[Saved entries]
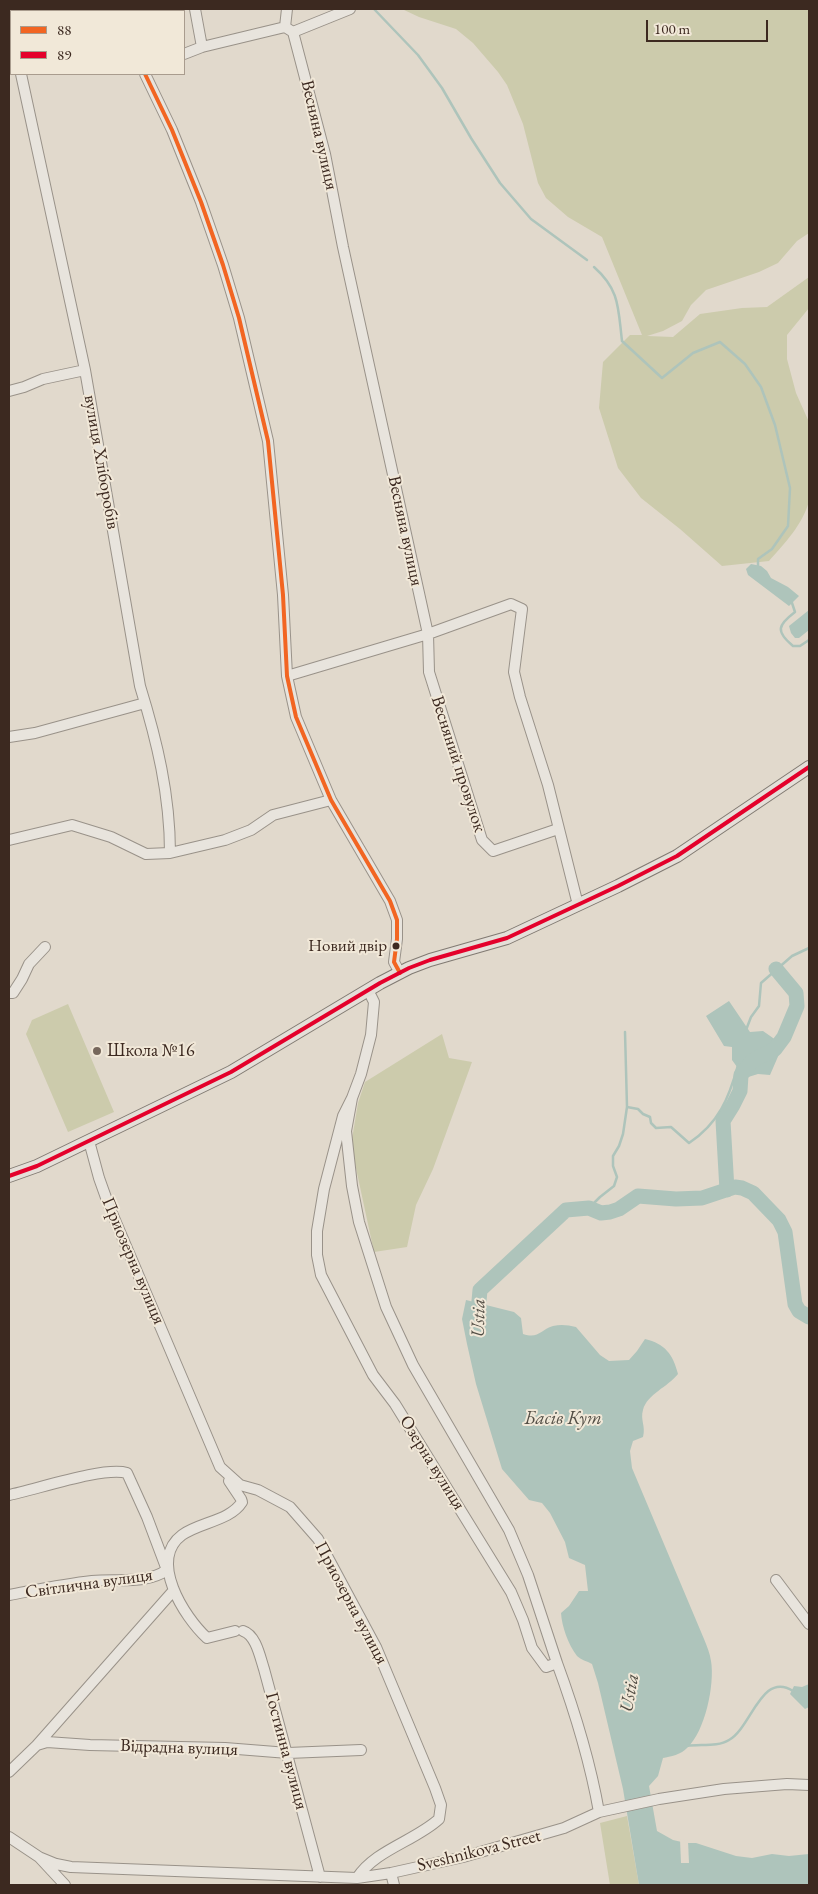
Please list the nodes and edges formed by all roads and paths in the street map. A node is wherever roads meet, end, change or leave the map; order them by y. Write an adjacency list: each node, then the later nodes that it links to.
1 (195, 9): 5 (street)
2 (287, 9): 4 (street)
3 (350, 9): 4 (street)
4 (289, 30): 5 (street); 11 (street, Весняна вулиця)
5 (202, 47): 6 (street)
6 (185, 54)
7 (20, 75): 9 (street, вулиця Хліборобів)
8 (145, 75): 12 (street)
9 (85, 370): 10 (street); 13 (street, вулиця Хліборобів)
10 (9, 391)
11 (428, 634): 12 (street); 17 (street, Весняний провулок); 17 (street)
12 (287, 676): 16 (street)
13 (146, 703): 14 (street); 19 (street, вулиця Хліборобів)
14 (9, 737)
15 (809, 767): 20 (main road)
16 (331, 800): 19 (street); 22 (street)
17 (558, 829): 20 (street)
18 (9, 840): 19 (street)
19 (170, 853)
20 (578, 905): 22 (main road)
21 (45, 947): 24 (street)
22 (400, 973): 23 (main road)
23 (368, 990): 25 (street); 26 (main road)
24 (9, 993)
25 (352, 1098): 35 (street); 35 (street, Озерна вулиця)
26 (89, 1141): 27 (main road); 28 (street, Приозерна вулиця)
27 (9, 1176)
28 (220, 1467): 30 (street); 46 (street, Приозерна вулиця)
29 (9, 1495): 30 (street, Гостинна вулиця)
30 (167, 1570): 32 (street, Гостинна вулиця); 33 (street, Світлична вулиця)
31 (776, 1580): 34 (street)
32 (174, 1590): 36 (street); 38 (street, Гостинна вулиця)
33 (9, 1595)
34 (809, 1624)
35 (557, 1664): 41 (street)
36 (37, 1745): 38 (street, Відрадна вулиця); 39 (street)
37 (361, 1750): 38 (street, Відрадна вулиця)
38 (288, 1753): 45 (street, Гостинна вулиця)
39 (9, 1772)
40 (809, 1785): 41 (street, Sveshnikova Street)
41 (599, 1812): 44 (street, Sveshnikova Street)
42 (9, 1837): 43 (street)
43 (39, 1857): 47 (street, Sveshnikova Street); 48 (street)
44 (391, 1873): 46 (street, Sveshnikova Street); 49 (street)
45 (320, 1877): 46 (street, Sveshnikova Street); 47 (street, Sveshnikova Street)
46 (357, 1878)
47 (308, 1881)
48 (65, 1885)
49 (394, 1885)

> _WORK ORDER_: Write the data out again word for word; leave the pictures behind.

> _SOLUTION TO THIS TASK_:
Please list the nodes and edges formed by all roads and paths in the street map. A node is wherever roads meet, end, change or leave the map; order them by y. Write an adjacency list: each node, then the later nodes that it links to.
1 (195, 9): 5 (street)
2 (287, 9): 4 (street)
3 (350, 9): 4 (street)
4 (289, 30): 5 (street); 11 (street, Весняна вулиця)
5 (202, 47): 6 (street)
6 (185, 54)
7 (20, 75): 9 (street, вулиця Хліборобів)
8 (145, 75): 12 (street)
9 (85, 370): 10 (street); 13 (street, вулиця Хліборобів)
10 (9, 391)
11 (428, 634): 12 (street); 17 (street, Весняний провулок); 17 (street)
12 (287, 676): 16 (street)
13 (146, 703): 14 (street); 19 (street, вулиця Хліборобів)
14 (9, 737)
15 (809, 767): 20 (main road)
16 (331, 800): 19 (street); 22 (street)
17 (558, 829): 20 (street)
18 (9, 840): 19 (street)
19 (170, 853)
20 (578, 905): 22 (main road)
21 (45, 947): 24 (street)
22 (400, 973): 23 (main road)
23 (368, 990): 25 (street); 26 (main road)
24 (9, 993)
25 (352, 1098): 35 (street); 35 (street, Озерна вулиця)
26 (89, 1141): 27 (main road); 28 (street, Приозерна вулиця)
27 (9, 1176)
28 (220, 1467): 30 (street); 46 (street, Приозерна вулиця)
29 (9, 1495): 30 (street, Гостинна вулиця)
30 (167, 1570): 32 (street, Гостинна вулиця); 33 (street, Світлична вулиця)
31 (776, 1580): 34 (street)
32 (174, 1590): 36 (street); 38 (street, Гостинна вулиця)
33 (9, 1595)
34 (809, 1624)
35 (557, 1664): 41 (street)
36 (37, 1745): 38 (street, Відрадна вулиця); 39 (street)
37 (361, 1750): 38 (street, Відрадна вулиця)
38 (288, 1753): 45 (street, Гостинна вулиця)
39 (9, 1772)
40 (809, 1785): 41 (street, Sveshnikova Street)
41 (599, 1812): 44 (street, Sveshnikova Street)
42 (9, 1837): 43 (street)
43 (39, 1857): 47 (street, Sveshnikova Street); 48 (street)
44 (391, 1873): 46 (street, Sveshnikova Street); 49 (street)
45 (320, 1877): 46 (street, Sveshnikova Street); 47 (street, Sveshnikova Street)
46 (357, 1878)
47 (308, 1881)
48 (65, 1885)
49 (394, 1885)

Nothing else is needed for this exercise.